**Collected data entries**
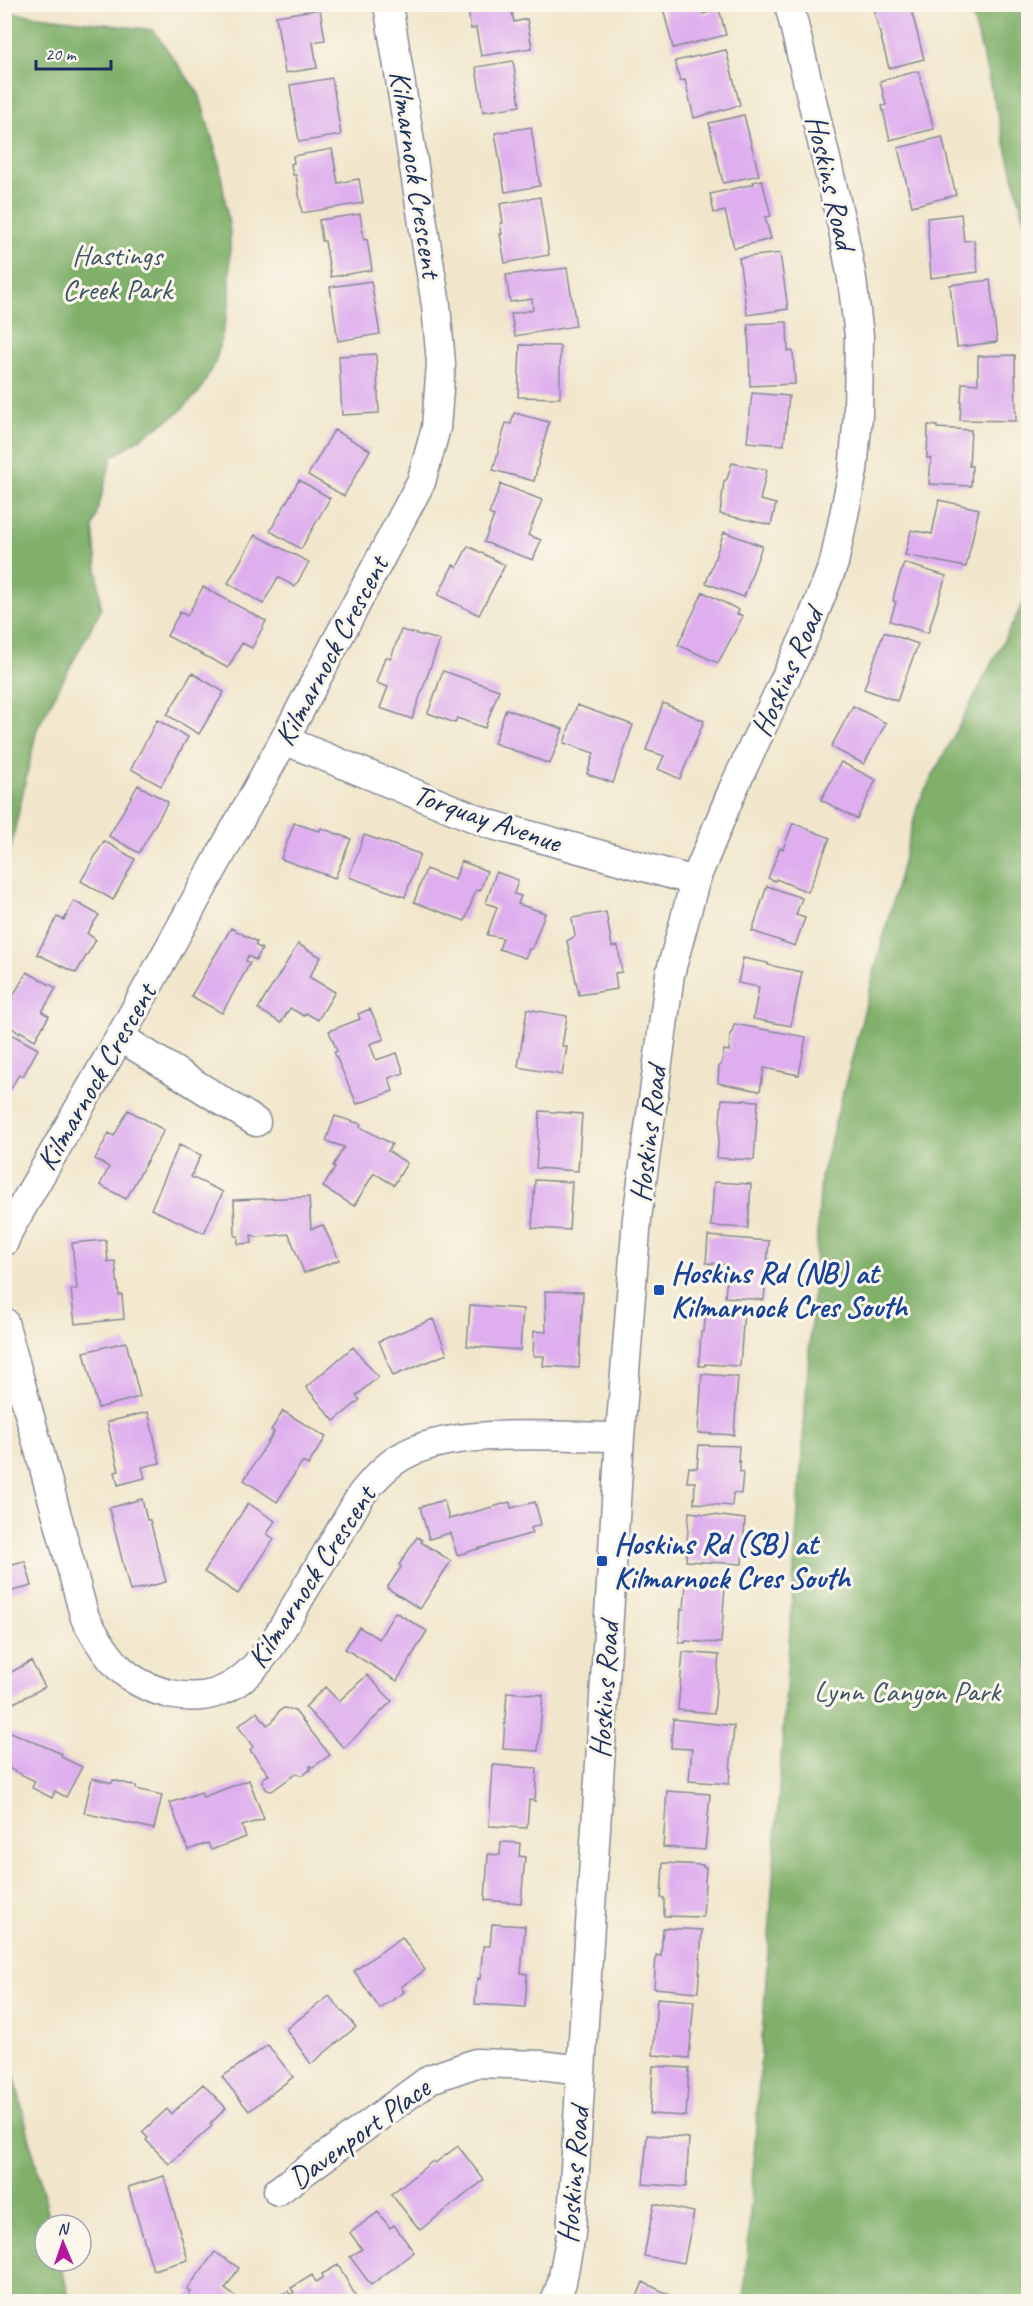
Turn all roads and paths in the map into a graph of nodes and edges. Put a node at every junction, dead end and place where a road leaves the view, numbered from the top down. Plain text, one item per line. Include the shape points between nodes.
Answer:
1 (388, 4) edge
2 (789, 4) edge
3 (284, 740) junction
4 (695, 881) junction
5 (120, 1037) junction
6 (256, 1122) dead end
7 (4, 1242) edge
8 (4, 1322) edge
9 (620, 1437) junction
10 (581, 2070) junction
11 (278, 2191) dead end
12 (555, 2301) edge

1 - 3 street, Kilmarnock Crescent via 436,305 441,364 436,428 421,482
2 - 4 street, Hoskins Road via 852,279 859,336 853,471 834,563
3 - 4 street, Torquay Avenue via 489,824
3 - 5 street, Kilmarnock Crescent
4 - 9 street, Hoskins Road via 670,974 656,1068 637,1218
5 - 6 street
5 - 7 street, Kilmarnock Crescent
8 - 9 street, Kilmarnock Crescent via 85,1618 106,1654 129,1676 155,1690 186,1698 224,1690 244,1678 266,1656 362,1495 401,1456 432,1443 495,1436
9 - 10 street, Hoskins Road
10 - 11 street, Davenport Place via 476,2063 430,2079
10 - 12 street, Hoskins Road via 571,2234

**WORK TO COMPLETE**
Reproduce the data above exactly, leaving out any picture in it.

**EXERCISE RESPONSE**
Turn all roads and paths in the map into a graph of nodes and edges. Put a node at every junction, dead end and place where a road leaves the view, numbered from the top down. Plain text, one item per line. Include the shape points between nodes.
Answer:
1 (388, 4) edge
2 (789, 4) edge
3 (284, 740) junction
4 (695, 881) junction
5 (120, 1037) junction
6 (256, 1122) dead end
7 (4, 1242) edge
8 (4, 1322) edge
9 (620, 1437) junction
10 (581, 2070) junction
11 (278, 2191) dead end
12 (555, 2301) edge

1 - 3 street, Kilmarnock Crescent via 436,305 441,364 436,428 421,482
2 - 4 street, Hoskins Road via 852,279 859,336 853,471 834,563
3 - 4 street, Torquay Avenue via 489,824
3 - 5 street, Kilmarnock Crescent
4 - 9 street, Hoskins Road via 670,974 656,1068 637,1218
5 - 6 street
5 - 7 street, Kilmarnock Crescent
8 - 9 street, Kilmarnock Crescent via 85,1618 106,1654 129,1676 155,1690 186,1698 224,1690 244,1678 266,1656 362,1495 401,1456 432,1443 495,1436
9 - 10 street, Hoskins Road
10 - 11 street, Davenport Place via 476,2063 430,2079
10 - 12 street, Hoskins Road via 571,2234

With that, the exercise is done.